### Exercise
Find the lines in the records that carry the word "first". Copy each one.

### Records for the exercise
※
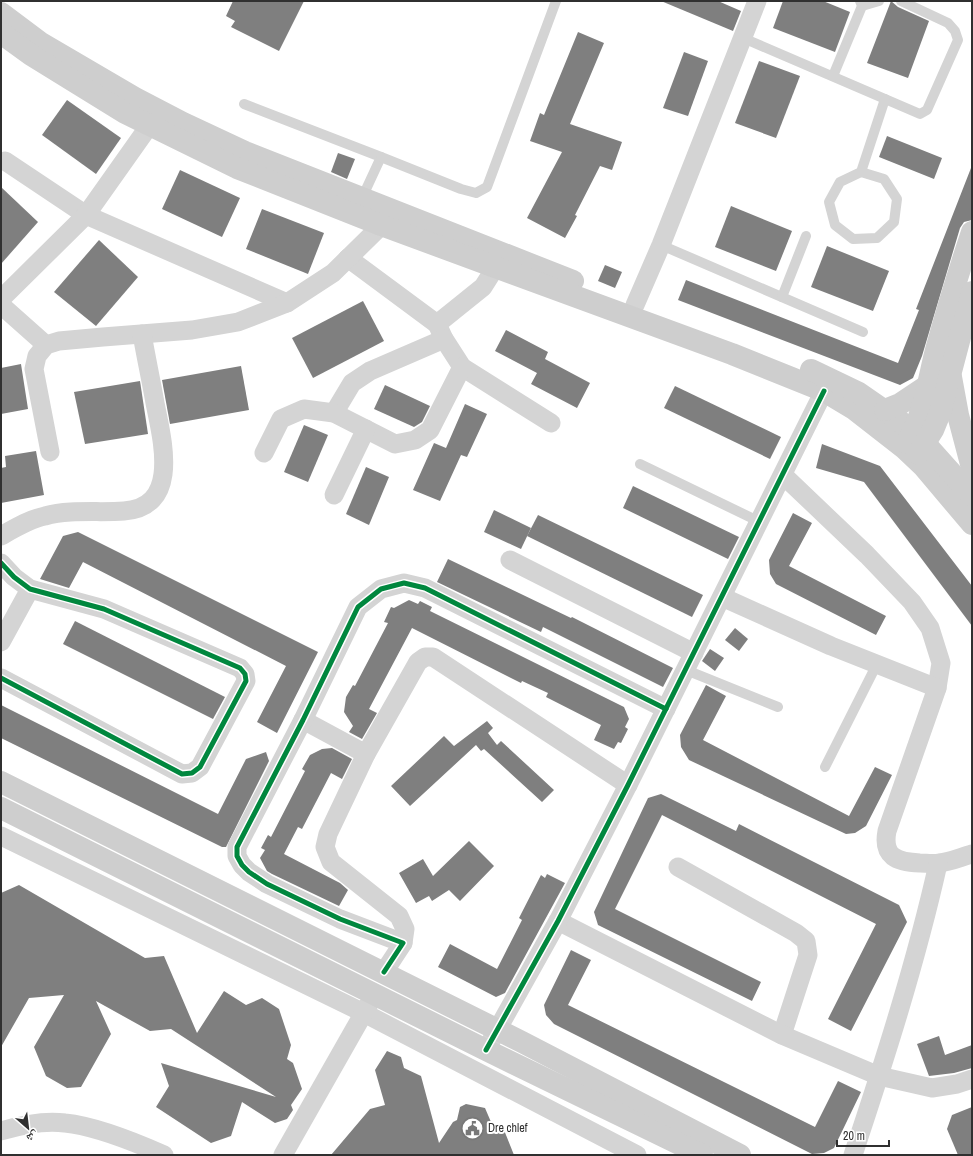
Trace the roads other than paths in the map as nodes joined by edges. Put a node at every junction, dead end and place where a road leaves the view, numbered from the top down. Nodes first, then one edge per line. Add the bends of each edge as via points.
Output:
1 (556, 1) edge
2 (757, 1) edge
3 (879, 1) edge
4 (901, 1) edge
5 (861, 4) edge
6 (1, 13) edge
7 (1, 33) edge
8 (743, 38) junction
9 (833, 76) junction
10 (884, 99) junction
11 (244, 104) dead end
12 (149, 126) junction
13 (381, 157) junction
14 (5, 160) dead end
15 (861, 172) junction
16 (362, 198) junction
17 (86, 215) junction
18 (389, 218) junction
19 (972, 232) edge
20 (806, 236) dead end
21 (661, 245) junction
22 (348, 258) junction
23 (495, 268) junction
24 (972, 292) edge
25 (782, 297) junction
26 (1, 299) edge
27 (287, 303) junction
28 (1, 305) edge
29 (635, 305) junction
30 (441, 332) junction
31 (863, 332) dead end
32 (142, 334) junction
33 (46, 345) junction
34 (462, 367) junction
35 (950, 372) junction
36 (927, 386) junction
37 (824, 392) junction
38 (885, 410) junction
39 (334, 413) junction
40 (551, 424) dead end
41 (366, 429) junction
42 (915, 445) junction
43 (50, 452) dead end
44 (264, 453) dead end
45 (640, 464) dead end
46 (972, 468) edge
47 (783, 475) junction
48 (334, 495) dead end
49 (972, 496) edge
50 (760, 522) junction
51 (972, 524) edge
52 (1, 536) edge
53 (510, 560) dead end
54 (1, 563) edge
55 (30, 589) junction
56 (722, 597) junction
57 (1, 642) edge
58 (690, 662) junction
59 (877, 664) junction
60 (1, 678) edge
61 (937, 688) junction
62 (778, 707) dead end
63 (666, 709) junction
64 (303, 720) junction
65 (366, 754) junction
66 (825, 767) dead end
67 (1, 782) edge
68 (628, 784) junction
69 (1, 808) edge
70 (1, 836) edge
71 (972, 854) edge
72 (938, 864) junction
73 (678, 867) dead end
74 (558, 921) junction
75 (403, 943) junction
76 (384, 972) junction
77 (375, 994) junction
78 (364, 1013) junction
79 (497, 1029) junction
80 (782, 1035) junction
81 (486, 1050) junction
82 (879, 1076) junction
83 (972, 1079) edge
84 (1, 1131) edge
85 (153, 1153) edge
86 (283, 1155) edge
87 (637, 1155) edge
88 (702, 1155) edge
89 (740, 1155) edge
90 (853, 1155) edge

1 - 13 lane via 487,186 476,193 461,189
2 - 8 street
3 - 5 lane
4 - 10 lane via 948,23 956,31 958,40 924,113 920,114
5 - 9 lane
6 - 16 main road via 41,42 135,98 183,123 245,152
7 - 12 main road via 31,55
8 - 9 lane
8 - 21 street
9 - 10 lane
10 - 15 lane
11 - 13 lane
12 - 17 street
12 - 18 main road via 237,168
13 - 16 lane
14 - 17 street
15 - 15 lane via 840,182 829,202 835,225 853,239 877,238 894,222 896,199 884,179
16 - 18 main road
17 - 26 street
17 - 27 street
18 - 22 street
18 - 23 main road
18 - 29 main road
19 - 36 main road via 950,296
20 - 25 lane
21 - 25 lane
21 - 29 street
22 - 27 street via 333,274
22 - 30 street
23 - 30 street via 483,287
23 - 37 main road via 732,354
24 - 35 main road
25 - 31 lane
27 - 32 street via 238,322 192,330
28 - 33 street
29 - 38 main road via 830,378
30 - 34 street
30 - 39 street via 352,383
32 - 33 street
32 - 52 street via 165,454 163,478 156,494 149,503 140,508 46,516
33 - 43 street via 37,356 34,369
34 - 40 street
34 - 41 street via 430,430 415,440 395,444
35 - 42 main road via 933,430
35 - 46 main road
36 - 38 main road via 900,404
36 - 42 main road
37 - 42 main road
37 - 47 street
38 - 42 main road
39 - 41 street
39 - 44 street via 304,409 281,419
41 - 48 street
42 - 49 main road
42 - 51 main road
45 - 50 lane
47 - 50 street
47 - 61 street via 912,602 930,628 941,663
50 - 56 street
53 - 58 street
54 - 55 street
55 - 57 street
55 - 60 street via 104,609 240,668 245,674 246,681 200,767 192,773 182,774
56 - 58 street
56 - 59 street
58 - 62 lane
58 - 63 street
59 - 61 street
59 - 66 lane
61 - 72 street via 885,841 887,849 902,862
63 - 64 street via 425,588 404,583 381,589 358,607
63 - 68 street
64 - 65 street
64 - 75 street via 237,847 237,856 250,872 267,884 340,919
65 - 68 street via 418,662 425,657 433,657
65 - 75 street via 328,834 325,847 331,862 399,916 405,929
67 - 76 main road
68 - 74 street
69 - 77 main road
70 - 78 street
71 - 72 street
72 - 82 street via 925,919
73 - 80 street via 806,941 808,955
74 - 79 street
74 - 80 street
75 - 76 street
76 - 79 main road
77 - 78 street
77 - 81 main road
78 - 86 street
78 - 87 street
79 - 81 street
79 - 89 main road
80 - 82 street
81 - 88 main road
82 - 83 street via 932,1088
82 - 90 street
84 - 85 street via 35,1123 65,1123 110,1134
※
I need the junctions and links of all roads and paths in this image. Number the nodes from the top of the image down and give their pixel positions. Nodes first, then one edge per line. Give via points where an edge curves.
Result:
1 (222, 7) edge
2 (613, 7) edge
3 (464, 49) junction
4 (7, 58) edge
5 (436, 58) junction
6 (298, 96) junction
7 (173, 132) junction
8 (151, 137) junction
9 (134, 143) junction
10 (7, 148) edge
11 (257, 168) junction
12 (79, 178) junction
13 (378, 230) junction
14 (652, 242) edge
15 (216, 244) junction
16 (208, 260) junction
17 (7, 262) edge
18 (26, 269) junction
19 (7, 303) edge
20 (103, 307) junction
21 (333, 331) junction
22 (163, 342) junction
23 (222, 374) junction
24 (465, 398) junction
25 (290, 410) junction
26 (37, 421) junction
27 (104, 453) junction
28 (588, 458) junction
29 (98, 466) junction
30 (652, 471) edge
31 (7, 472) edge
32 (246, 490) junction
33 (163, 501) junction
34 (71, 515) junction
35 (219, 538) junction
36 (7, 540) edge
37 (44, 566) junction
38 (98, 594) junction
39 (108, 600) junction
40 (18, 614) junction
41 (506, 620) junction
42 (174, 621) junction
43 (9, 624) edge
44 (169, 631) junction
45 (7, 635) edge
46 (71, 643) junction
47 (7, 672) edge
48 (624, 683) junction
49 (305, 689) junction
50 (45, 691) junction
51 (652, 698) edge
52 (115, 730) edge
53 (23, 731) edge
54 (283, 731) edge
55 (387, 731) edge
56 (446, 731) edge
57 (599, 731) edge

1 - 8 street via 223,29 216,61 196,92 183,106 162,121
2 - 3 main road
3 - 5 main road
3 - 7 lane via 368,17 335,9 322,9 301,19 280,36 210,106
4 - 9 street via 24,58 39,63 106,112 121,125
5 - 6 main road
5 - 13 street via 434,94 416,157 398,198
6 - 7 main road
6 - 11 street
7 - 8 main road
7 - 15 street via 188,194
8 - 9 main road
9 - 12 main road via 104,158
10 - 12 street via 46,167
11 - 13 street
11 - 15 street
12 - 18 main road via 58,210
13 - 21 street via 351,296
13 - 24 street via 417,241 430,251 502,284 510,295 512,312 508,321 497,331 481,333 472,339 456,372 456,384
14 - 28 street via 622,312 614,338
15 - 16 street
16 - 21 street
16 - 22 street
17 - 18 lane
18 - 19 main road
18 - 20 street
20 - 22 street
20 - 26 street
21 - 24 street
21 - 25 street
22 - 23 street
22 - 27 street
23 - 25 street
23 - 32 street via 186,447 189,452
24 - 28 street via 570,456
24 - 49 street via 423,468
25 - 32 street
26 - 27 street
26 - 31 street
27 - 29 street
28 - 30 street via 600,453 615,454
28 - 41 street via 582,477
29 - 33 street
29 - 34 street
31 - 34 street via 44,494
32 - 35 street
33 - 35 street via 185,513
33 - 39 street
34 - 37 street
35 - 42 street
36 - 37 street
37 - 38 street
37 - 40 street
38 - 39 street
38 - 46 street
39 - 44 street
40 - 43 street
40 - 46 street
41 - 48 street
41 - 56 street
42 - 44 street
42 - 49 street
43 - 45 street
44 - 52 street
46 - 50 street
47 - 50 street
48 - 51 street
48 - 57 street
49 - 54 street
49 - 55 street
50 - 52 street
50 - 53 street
※
### Written response
Trace the roads other than paths in the map as nodes joined by edges. Put a node at every junction, dead end and place where a road leaves the view, numbered from the top down. Nodes first, then one edge per line. Add the bends of each edge as via points.
I need the junctions and links of all roads and paths in this image. Number the nodes from the top of the image down and give their pixel positions. Nodes first, then one edge per line. Give via points where an edge curves.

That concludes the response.